Webfooted Friends  the film

"A very lively and highly amusing satire/celebration of the American use of red, white and blue." Ken Wlaschin, Director, the London Film Festival, 1977 

A Bicentennial time piece now.   

(the original press release - 1976-84)

WEBFOOTED FRIENDS (a film that has nothing to do with ducks)  

A 52 star attraction. 

A satiric celebration of the American craze for painting the Colors of the flag all over the landscape. 

A national holiday, all by itself. 

Webfooted Friends is a 5 minute film made from 118 stills, with music by improvisation and John Philip Sousa, and with the help of Ariel Fragment. In color, in 35mm, with optical sound. 

In 1976, the film was previewed at the Kennedy Center in Washington DC, at the Oakland Museum and at the San Francisco Art Institute, each time to an enthusiastic response. 

Webfooted Friends premiered early in July of 1977 at the Act One in Berkeley California and played for three-and-a-half months with BLACK AND WHITE IN COLOR, the Academy Award winner for Best Foreign Film. The short opened next at the Regency ll in San Francisco, with SEMI-TOUGH, 11-18-77 to 1-5-78. The Fine Arts in New York also exhibited the film for four weeks in 1978. 
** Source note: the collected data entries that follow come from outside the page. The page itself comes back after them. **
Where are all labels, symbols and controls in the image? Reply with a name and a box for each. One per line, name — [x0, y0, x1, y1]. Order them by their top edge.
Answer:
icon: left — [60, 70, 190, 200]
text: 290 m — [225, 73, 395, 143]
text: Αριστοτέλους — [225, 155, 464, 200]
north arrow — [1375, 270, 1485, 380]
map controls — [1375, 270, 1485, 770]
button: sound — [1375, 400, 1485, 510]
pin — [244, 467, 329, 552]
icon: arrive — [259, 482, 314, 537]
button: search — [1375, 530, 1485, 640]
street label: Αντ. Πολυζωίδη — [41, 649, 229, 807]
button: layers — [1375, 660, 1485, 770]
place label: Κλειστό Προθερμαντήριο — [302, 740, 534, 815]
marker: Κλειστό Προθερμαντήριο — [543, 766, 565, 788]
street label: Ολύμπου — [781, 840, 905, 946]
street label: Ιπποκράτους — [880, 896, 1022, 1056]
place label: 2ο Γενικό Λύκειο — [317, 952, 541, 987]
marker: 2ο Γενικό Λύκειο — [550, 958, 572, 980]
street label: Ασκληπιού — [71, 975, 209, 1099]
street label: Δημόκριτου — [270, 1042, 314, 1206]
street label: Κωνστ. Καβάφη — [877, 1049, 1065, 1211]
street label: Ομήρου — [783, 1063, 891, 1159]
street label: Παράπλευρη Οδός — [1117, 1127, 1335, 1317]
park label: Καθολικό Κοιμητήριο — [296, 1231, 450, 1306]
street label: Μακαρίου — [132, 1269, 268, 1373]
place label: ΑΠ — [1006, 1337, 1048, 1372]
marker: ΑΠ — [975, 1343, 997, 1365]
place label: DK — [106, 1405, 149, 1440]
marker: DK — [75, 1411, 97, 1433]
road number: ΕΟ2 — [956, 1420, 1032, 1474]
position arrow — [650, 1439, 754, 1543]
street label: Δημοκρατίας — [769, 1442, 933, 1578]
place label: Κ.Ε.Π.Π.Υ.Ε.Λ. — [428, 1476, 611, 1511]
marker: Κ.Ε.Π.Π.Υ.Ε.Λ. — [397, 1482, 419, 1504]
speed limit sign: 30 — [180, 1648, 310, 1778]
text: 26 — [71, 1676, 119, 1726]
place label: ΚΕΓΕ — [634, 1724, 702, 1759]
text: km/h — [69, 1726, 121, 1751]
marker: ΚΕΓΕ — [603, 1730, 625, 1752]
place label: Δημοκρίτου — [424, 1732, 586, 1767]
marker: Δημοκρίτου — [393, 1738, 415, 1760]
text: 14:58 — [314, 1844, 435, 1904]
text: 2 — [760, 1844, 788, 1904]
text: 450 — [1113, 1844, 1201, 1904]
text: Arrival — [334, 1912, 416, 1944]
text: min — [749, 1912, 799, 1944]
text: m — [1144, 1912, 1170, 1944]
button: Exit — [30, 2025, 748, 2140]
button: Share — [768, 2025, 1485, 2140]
Webfooted Friends has been shown as well at the following International Film Festivals: Nyon, London, Tampere, Sydney, Moscow, the Virgin Islands, Cracow, and Prindle Corners. 

Macmillan Audio Brandon has handled non-theatrical release in the U.S., and Coe Film Associates has taken care of TV rights.  

Stills from the film appeared in Esquire (2 pages, 12/75), Communication Arts (4 pages, 6/76) and on the covers of Sky and Media & Methods. The first three appearances were included in the 'Bicentennial in Print' show, sponsored by the Washington Art Director's Club and the Federal Design Council. 

Webfooted Friends also appeared on Showtime every July 4th between 1977 and 1983, and on French and Polish National Television.     


After 8 years of exhibition worldwide, and 20 years in a vault, the Bicentennial short film WEBFOOTED FRIENDS (a film that has nothing to do with ducks) is again available. A pre-MTV time piece, the film was intended as a simple personal celebration of July 4th. During 1975-76, photographer Elihu Blotnick traveled the country on assignment for an elementary social studies series. His work brought him the opportunity to capture the many individual expressions defining the Bicentennial. Recently Blotnick lost an eye and has shifted toward poetry and fiction. Accordingly, he has released his photography to us at Firefallmedia for further distribution.

At present, we are releasing the film as it was originally made. It has an historical place, in whole and in its parts, and the Smithsonian is considering it for its collections. Indeed, as the 21st Century begins to define itself, WEBFOOTED FRIENDS deserves a place both in the archives of our time and in the lights of our consciousness.


A major show of the imagery is being presented on 9/11 at The OK Harris Gallery in Soho in New York, based on the stills from which the film was made.